Polish cardinal, St John Paul’s aide, defends Pontiff’s record on abuse

Polish cardinal, St John Paul’s aide, defends Pontiff’s record on abuse In this file photo, Pope John Paul II is helped by secretary bishop Stanislaw Dziwisz during his weekly general audience, in October 2002.
Jonathan Luxmoore

 

A close aide to St John Paul II has vigorously defended the late Pope’s handling of sexual abuse by Catholic clergy and denied accusations that he ignored the problem during his 27-year pontificate.

“Emerging opinions that John Paul II was sluggish in guiding the Church’s response to sexual abuse of minors by some clerics are prejudicial and contrary to historical facts – the Pope was shocked and had no intention of tolerating the crime of paedophilia,” said Cardinal Stanislaw Dziwisz, who was the Pontiff’s personal secretary for 39 years.

St John Paul saw how local churches “dealt with emerging problems and gave help when necessary, often at his own initiative”.

The 79-year-old cardinal, who retired in 2016 after 11 years as archbishop of Krakow, was reacting to media criticisms that the Polish pontiff failed to confront abuse claims when they became widespread in the 1980s.

In a March 20 statement to Poland’s Catholic Information Agency, KAI, he said the Pope had concluded “new tools were needed” when the abuse crisis “began to ferment” in the US.

He added that the saint had given Church leaders new powers to combat it, including indults, or special licenses to ensure “a policy of zero tolerance”, for the US and Irish churches in 1994 and 1996.

“These were, for the bishops, an unambiguous indication of the direction in which they should fight,” Cardinal Dziwisz said.

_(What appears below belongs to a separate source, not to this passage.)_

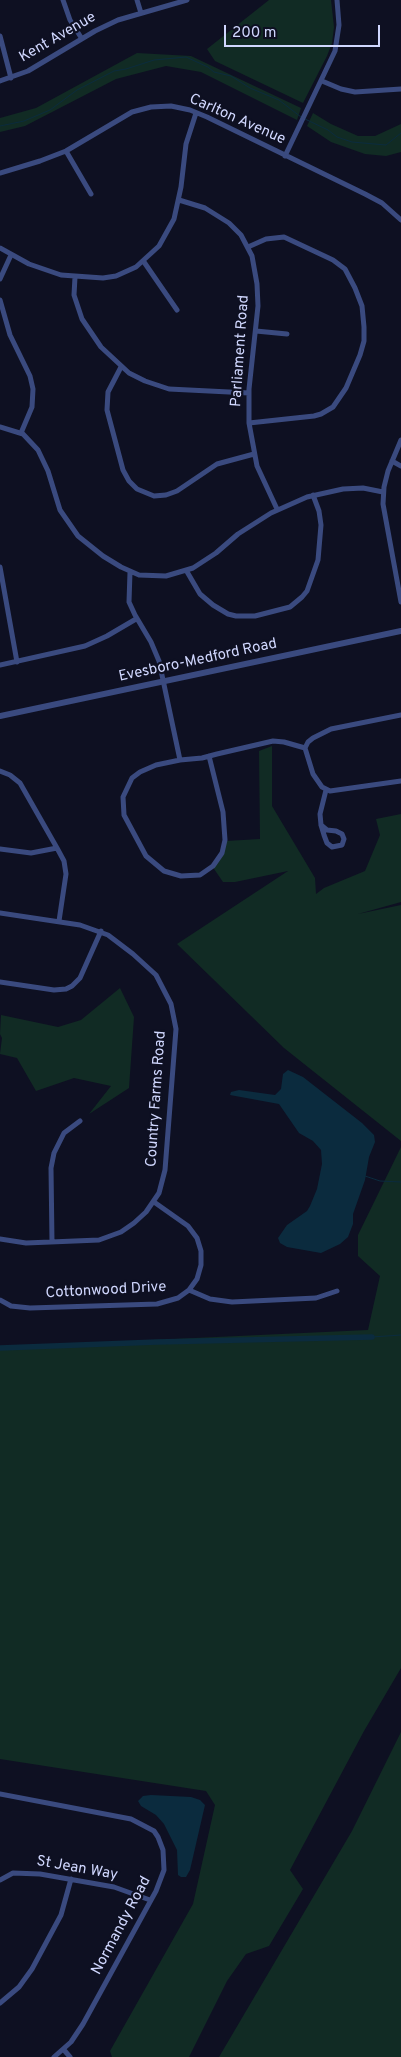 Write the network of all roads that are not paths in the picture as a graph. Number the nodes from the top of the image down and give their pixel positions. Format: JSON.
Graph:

“When it became clear local episcopates and religious superiors were still unable to cope with the problem, and the crisis was spreading to other countries, he recognised it concerned not just the Anglo-Saxon world but had a global character,” the cardinal said.

A March 16 commentary in Britain’s Catholic weekly, The Tablet, said St John Paul advanced several cardinals accused ignoring sexual abuse, including US Cardinals Bernard F. Law and Theodore E. McCarrick, Austrian Cardinal Hans Hermann Groer and Scottish Cardinal Keith O’Brien.

The commentary added that the Pope’s 2turning a blind eye to sexual abuse” had been shaped by communist-era experiences in Poland and had caused “the mess the Church is in today”.

However, in his statement, Cardinal Dziwisz said St John Paul had promulgated legal norms of “ground-breaking importance” for tackling abuse crimes in May 2001 – a year before “a wave of revelations” in the US – requiring sexual abuse committed by clergy be referred to the Vatican’s Apostolic Court.